Esquissons brièvement l’image de ce qui fait que l’actuel statu quo en Asie orientale et dans le Pacifique est de plus en plus fragile et instable. Comme l’a souligné Naoki Sakai, l’hégémonie américaine telle qu’elle a été instaurée après la Seconde Guerre mondiale, dans cette partie du monde en particulier, est en train de céder. Ceci, en premier lieu en raison de l’émergence de la Chine en tant que puissance régionale. Cette obsolescence de l’hégémonie américaine est particulièrement perceptible non seulement au niveau de la concurrence économique mais aussi et surtout en termes idéologiques : le système politique et le mode de vie américain constituent de moins en moins un modèle pour la population de cette région. A de nombreux égards, les Etats-Unis ne peuvent pas se permettre de faire perdurer et assurer les bases
de la Pax Americana dans la région. L’élégant « fils de pute » que Rodrigo Duerte a adressé à Obama il y a quelques mois constitue, parmi beaucoup d’autres signes, un parfait marqueur de cette nouvelle situation.
Mais, ce n’est pas pour autant la fin de la Pax Americana et de l’hégémonie américaine dans le Pacifique et l’Asie orientale. L’affaiblissement des Etats-Unis engendre des tensions croissantes avec les puissances rivales dans la région, au premier rang desquelles la Chine.
L’équilibre du pouvoir, des forces entre les puissances rivales est instable ce qui, à son tour, alimente la course aux armements. C’est un cercle vicieux et une bombe à retardement, une situation extrêmement dangereuse pour une raison distincte : les Etats-Unis, en tant que puissance en déclin, dominent encore l’Asie et le Pacifique, et de loin, en termes militaires et n’ont aucune intention de battre en retraite.

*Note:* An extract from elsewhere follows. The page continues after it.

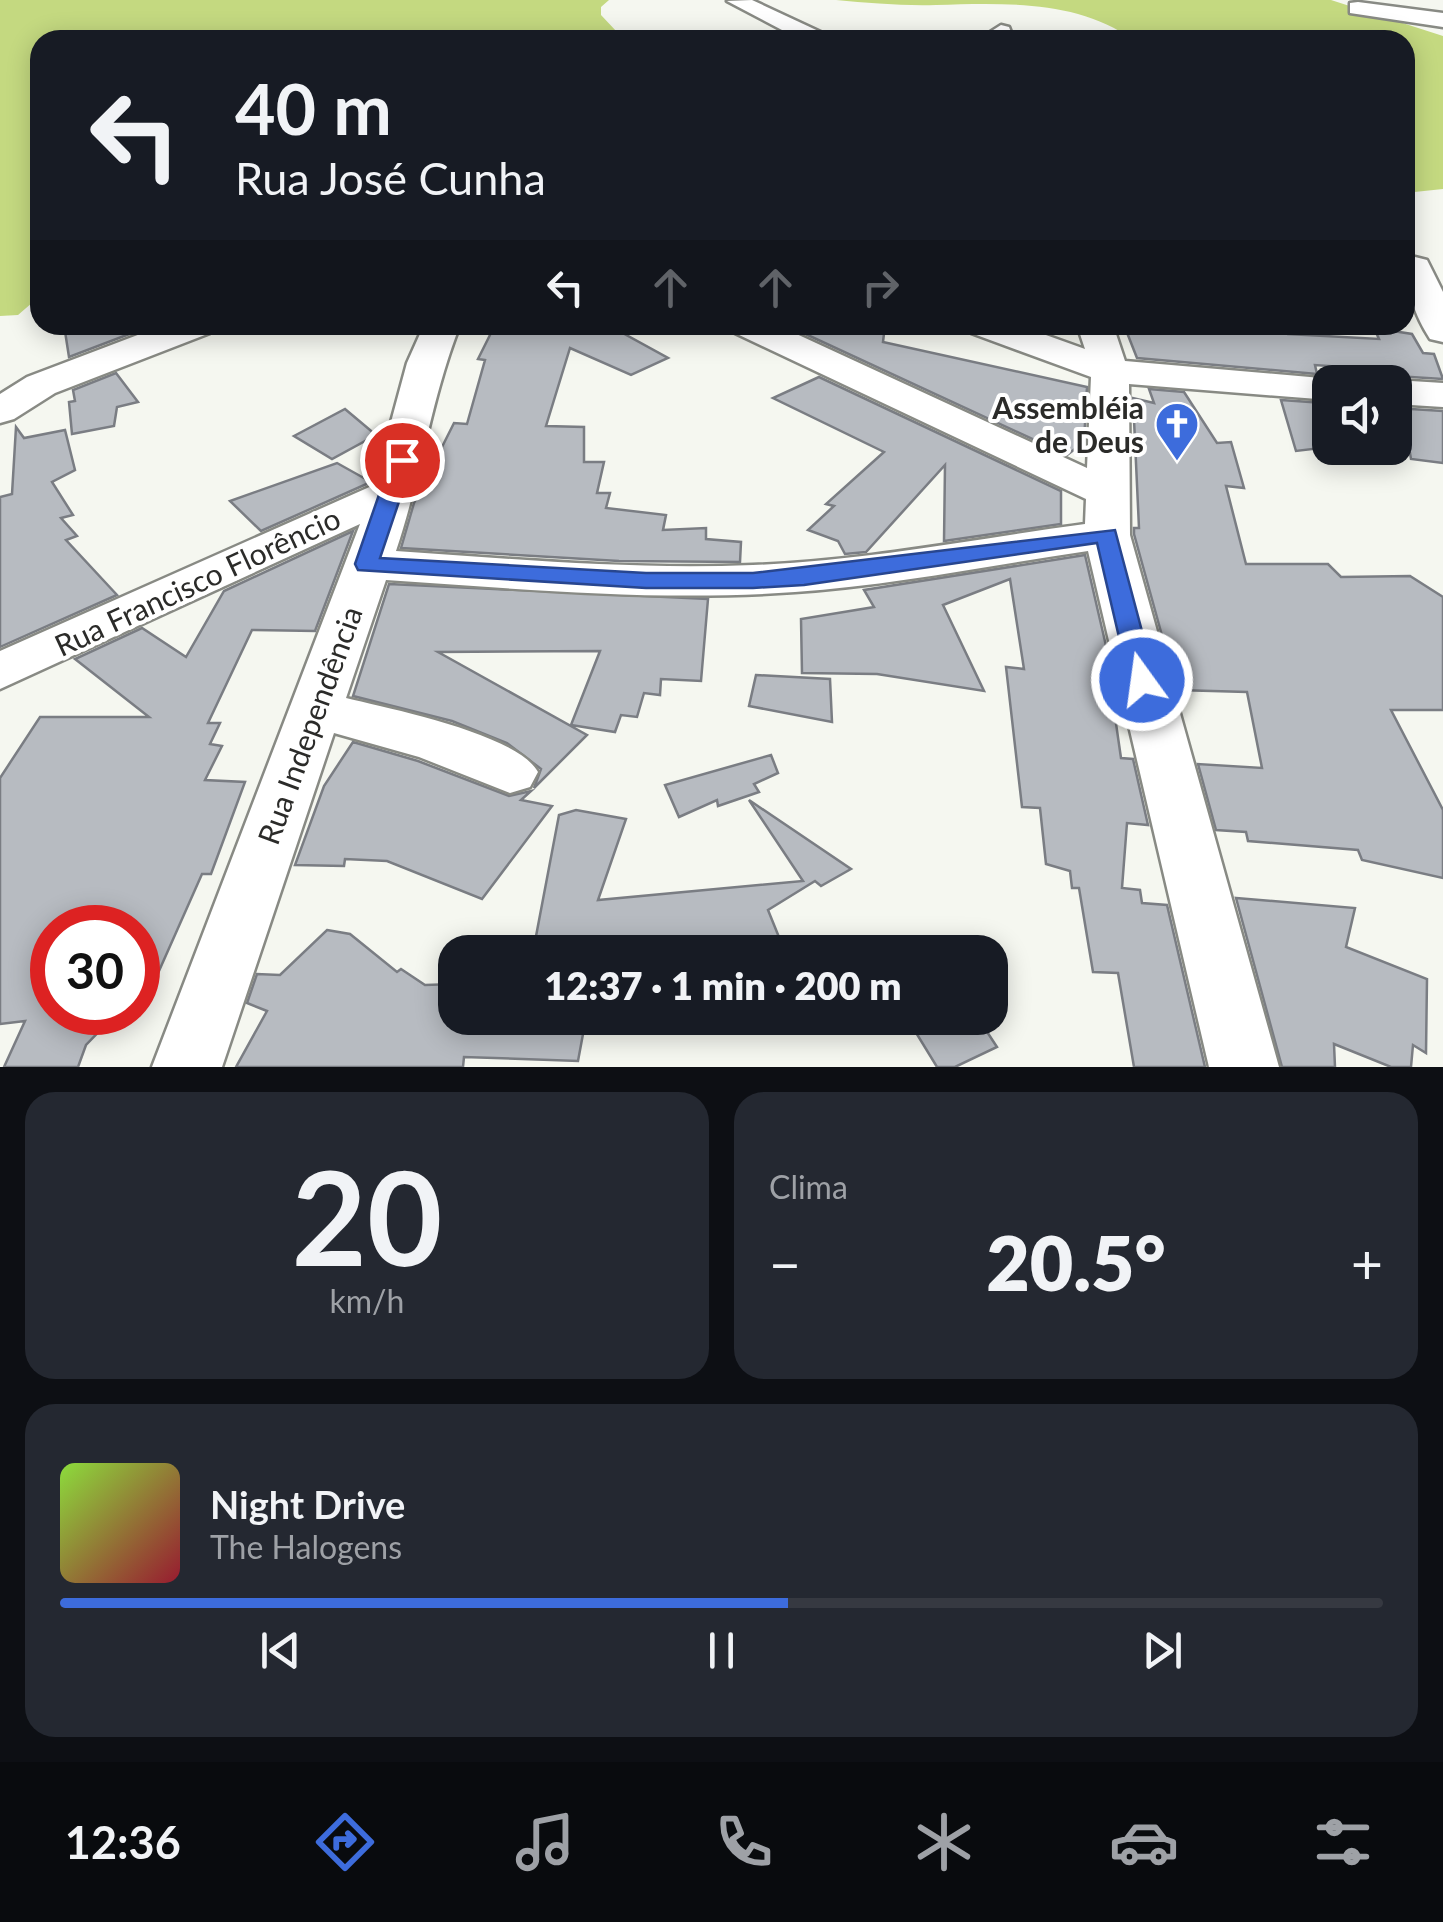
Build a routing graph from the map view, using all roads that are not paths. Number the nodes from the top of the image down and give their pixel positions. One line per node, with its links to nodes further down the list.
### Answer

Quelques chiffres, un peu au hasard, à ce sujet :
hélicoptères : Etats-Unis : plus de 6000, Chine : 802. Forces aériennes : je cite un récent article du correspondant de l’AP à Pékin : « Chacune des deux armées de l’air [celle de la Chine et des Etats-Unis] cherche à moderniser ses appareils, même si l’introduction de F-22 et F-35 de cinquième génération place les Etats-Unis en avance pour plusieurs années ». Marine : les Etats-Unis possèdent 10 porte-avions, la Chine un seul (un autre est en construction). Ogives : la Chine possède un stock d’environ 260 ogives nucléaires pour des missiles balistiques terrestres ou maritimes et les Etats-Unis environ 1740 déployés pour être lancés par les mêmes moyens. La Chine n’a pas combattu dans un conflit hors de ses frontières depuis qu’elle a envahi le Vietnam en 1979 et ne fait pas partie d’une alliance militaire ni d’un pacte comparable à l’OTAN. Que ce soit diplomatiquement ou politiquement, elle est clairement isolée en Asie orientale.

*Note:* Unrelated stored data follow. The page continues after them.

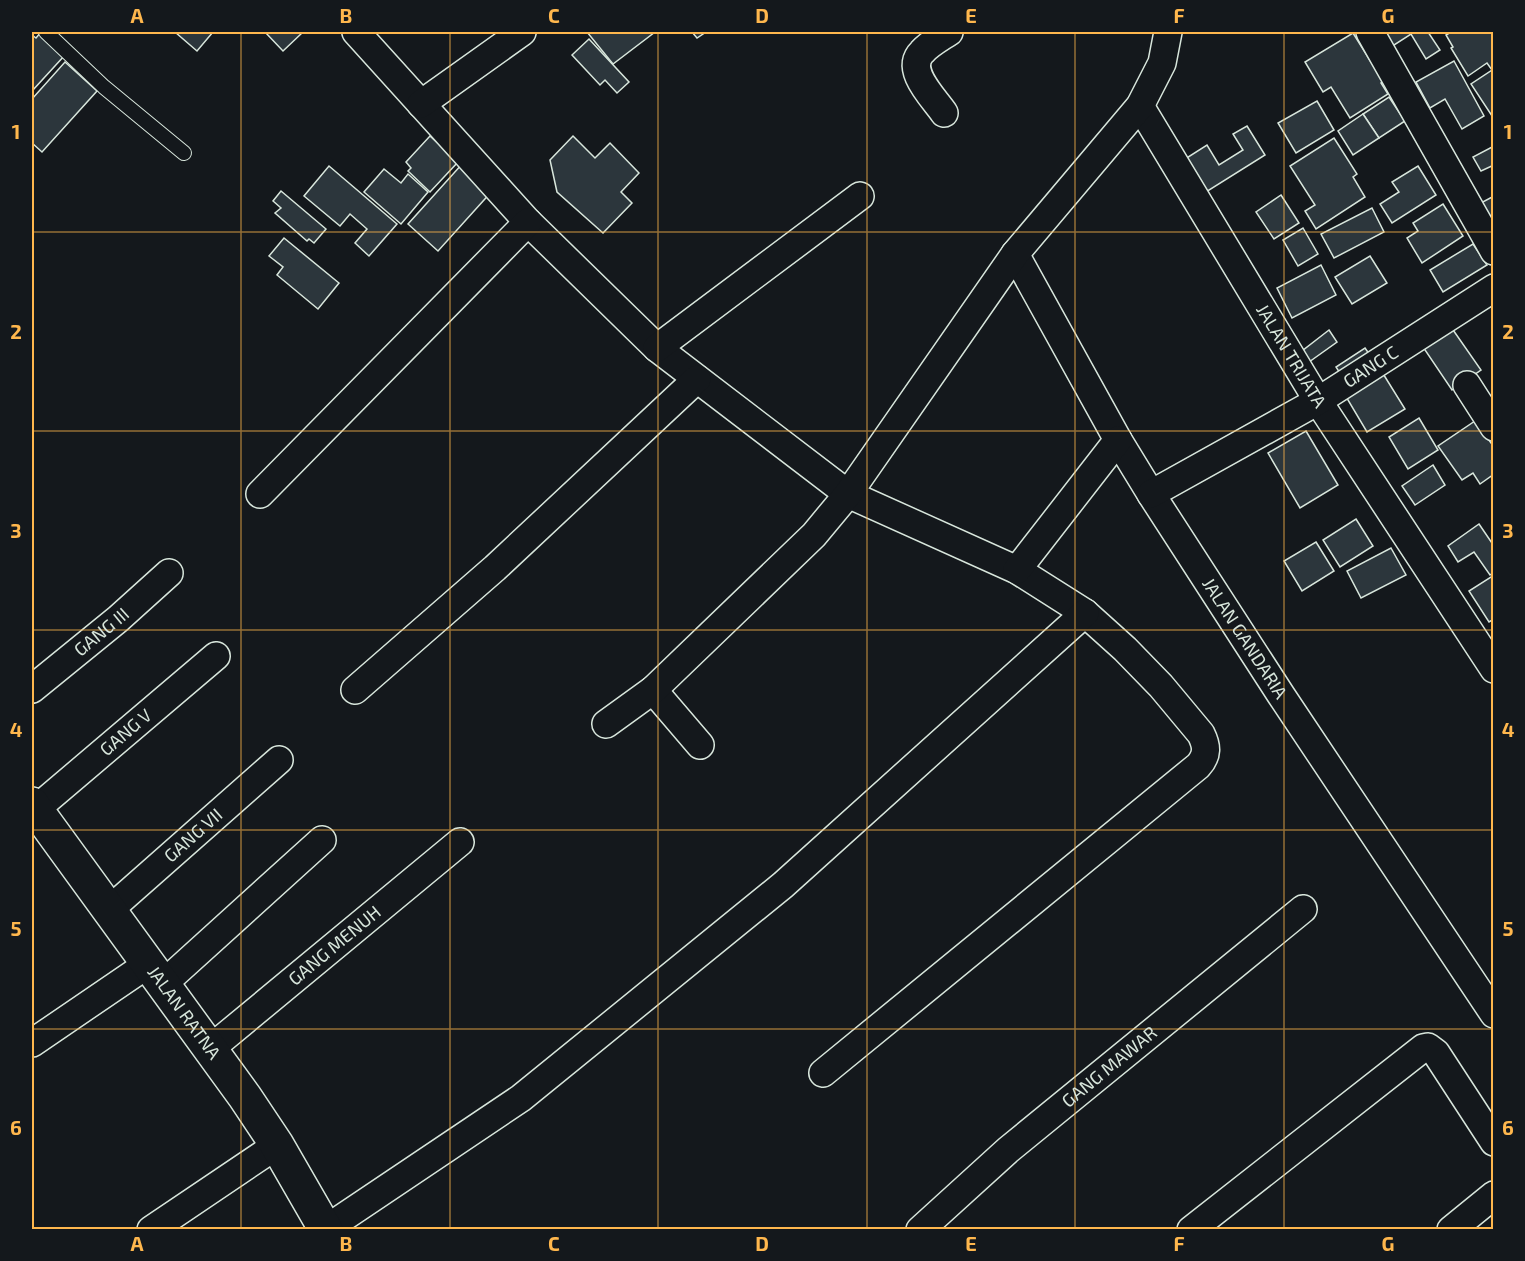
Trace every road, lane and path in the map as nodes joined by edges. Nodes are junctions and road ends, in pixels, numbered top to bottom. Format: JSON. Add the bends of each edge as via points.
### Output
{"nodes":[{"id":1,"x":46,"y":32,"type":"edge"},
{"id":2,"x":356,"y":32,"type":"edge"},
{"id":3,"x":522,"y":32,"type":"edge"},
{"id":4,"x":949,"y":32,"type":"edge"},
{"id":5,"x":1168,"y":32,"type":"edge"},
{"id":6,"x":1370,"y":32,"type":"edge"},
{"id":7,"x":422,"y":104,"type":"junction"},
{"id":8,"x":1140,"y":106,"type":"junction"},
{"id":9,"x":944,"y":113,"type":"dead end"},
{"id":10,"x":184,"y":153,"type":"dead end"},
{"id":11,"x":860,"y":196,"type":"dead end"},
{"id":12,"x":528,"y":222,"type":"junction"},
{"id":13,"x":1494,"y":251,"type":"edge"},
{"id":14,"x":1015,"y":254,"type":"junction"},
{"id":15,"x":1494,"y":288,"type":"edge"},
{"id":16,"x":657,"y":348,"type":"junction"},
{"id":17,"x":697,"y":379,"type":"junction"},
{"id":18,"x":1467,"y":385,"type":"dead end"},
{"id":19,"x":1318,"y":401,"type":"junction"},
{"id":20,"x":1494,"y":427,"type":"edge"},
{"id":21,"x":1118,"y":440,"type":"junction"},
{"id":22,"x":260,"y":494,"type":"dead end"},
{"id":23,"x":848,"y":494,"type":"junction"},
{"id":24,"x":1151,"y":494,"type":"junction"},
{"id":25,"x":1017,"y":570,"type":"junction"},
{"id":26,"x":169,"y":573,"type":"dead end"},
{"id":27,"x":1085,"y":613,"type":"junction"},
{"id":28,"x":216,"y":656,"type":"dead end"},
{"id":29,"x":1494,"y":669,"type":"edge"},
{"id":30,"x":32,"y":689,"type":"edge"},
{"id":31,"x":355,"y":690,"type":"dead end"},
{"id":32,"x":654,"y":690,"type":"junction"},
{"id":33,"x":606,"y":724,"type":"dead end"},
{"id":34,"x":700,"y":746,"type":"dead end"},
{"id":35,"x":279,"y":760,"type":"dead end"},
{"id":36,"x":34,"y":806,"type":"edge"},
{"id":37,"x":322,"y":840,"type":"dead end"},
{"id":38,"x":460,"y":842,"type":"dead end"},
{"id":39,"x":1303,"y":909,"type":"dead end"},
{"id":40,"x":108,"y":911,"type":"junction"},
{"id":41,"x":155,"y":974,"type":"junction"},
{"id":42,"x":1494,"y":1014,"type":"edge"},
{"id":43,"x":32,"y":1043,"type":"edge"},
{"id":44,"x":210,"y":1049,"type":"junction"},
{"id":45,"x":823,"y":1073,"type":"dead end"},
{"id":46,"x":1494,"y":1142,"type":"edge"},
{"id":47,"x":277,"y":1145,"type":"junction"},
{"id":48,"x":1494,"y":1195,"type":"edge"},
{"id":49,"x":326,"y":1229,"type":"edge"},
{"id":50,"x":151,"y":1230,"type":"edge"},
{"id":51,"x":920,"y":1230,"type":"edge"},
{"id":52,"x":1191,"y":1230,"type":"edge"},
{"id":53,"x":1451,"y":1230,"type":"edge"}],
"edges":[{"from":1,"to":10,"type":"lane","via":[[104,87]]},
{"from":2,"to":7,"type":"street"},
{"from":3,"to":7,"type":"street"},
{"from":4,"to":9,"type":"street","via":[[921,52],[916,61],[916,72]]},
{"from":5,"to":8,"type":"street","via":[[1162,63]]},
{"from":6,"to":13,"type":"street"},
{"from":7,"to":12,"type":"street"},
{"from":8,"to":14,"type":"street"},
{"from":8,"to":19,"type":"street","name":"JALAN TRIJATA"},
{"from":11,"to":16,"type":"street"},
{"from":12,"to":16,"type":"street"},
{"from":12,"to":22,"type":"street"},
{"from":14,"to":21,"type":"street","name":"JALAN GANDARIA"},
{"from":14,"to":23,"type":"street"},
{"from":15,"to":19,"type":"street","name":"GANG C"},
{"from":16,"to":17,"type":"street"},
{"from":17,"to":23,"type":"street"},
{"from":17,"to":31,"type":"street","via":[[495,568]]},
{"from":18,"to":20,"type":"street"},
{"from":19,"to":24,"type":"street","name":"GANG C"},
{"from":19,"to":29,"type":"street","name":"JALAN TRIJATA"},
{"from":21,"to":24,"type":"street","name":"JALAN GANDARIA"},
{"from":21,"to":25,"type":"street"},
{"from":23,"to":25,"type":"street"},
{"from":23,"to":32,"type":"street","via":[[814,535]]},
{"from":24,"to":42,"type":"street","name":"JALAN GANDARIA"},
{"from":25,"to":27,"type":"street"},
{"from":26,"to":30,"type":"street","name":"GANG III"},
{"from":27,"to":45,"type":"street","via":[[1161,686],[1201,734],[1206,751],[1203,760]]},
{"from":27,"to":49,"type":"street","via":[[783,885],[521,1098]]},
{"from":28,"to":36,"type":"street","name":"GANG V"},
{"from":32,"to":33,"type":"street"},
{"from":32,"to":34,"type":"street"},
{"from":35,"to":40,"type":"street","name":"GANG VII"},
{"from":36,"to":40,"type":"street","name":"JALAN RATNA"},
{"from":37,"to":41,"type":"street"},
{"from":38,"to":44,"type":"street","name":"GANG MENUH"},
{"from":39,"to":51,"type":"street","name":"GANG MAWAR","via":[[1008,1150]]},
{"from":40,"to":41,"type":"street","name":"JALAN RATNA"},
{"from":41,"to":43,"type":"street"},
{"from":41,"to":44,"type":"street","name":"JALAN RATNA"},
{"from":44,"to":47,"type":"street","name":"JALAN RATNA"},
{"from":46,"to":52,"type":"street","via":[[1436,1053],[1423,1048]]},
{"from":47,"to":49,"type":"street","name":"JALAN RATNA"},
{"from":47,"to":50,"type":"street"},
{"from":48,"to":53,"type":"street"}]}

C’est pourquoi la situation actuelle est si dangereuse. Il y a une tension croissante, une
divergence grandissante entre le délabrement de l’hégémonie américaine, d’une manière générale et dans cette zone en particulier, et la persistance de sa supériorité militaire. Ceci d’autant plus que les élites dirigeantes et les militaires aux Etats-Unis savent très bien que le temps n’est pas leur allié : « L’armée américaine domine toujours en Asie mais la puissance de la Chine va croissant » – tel était le titre de l’article dans lequel j’ai emprunté les chiffres mentionnés à l’instant. En termes politiques, c’est une bombe à retardement. Voyez comment Trump a remporté
l’élection en préconisant une nouvelle forme d’isolationnisme puis, à peine quelques mois plus tard, a bombardé la Syrie, s’est vanté d’envoyer une « armada » au large de la péninsule coréenne et a commencé à jouer avec les allumettes comme un enfant turbulent en menaçant la Corée du Nord…
C’est un nouveau sentiment largement partagé par l’opinion publique en Occident, plus peut-être et paradoxalement, qu’en Asie orientale : ces dirigeants indisciplinés peuvent très bien être pris d’un accès de folie furieuse, ce qui fait que nous sommes devenus les otages de ce nouveau récit obsédant – « La guerre qui vient »…
L’escalade des tensions entre les Etats-Unis et la Chine est contagieuse, elle alimente les tensions locales et régionales, entre la Chine et le Japon notamment, encourage les dirigeants néo-nationalistes et revanchards du Japon à se réarmer et à montrer leurs muscles, incite les politiciens frivoles et opportunistes qui dirigent actuellement Taïwan à jeter de l’huile sur le feu sur le plan des relations avec la Chine continentale. Ces tensions créent une dynamique globale de course aux armements, de conflits diplomatiques, de démagogie nationaliste, elles poussent au crime toutes sortes de faibles d’esprit, de politiciens irresponsables et amateurs, d’escrocs et de cyniques.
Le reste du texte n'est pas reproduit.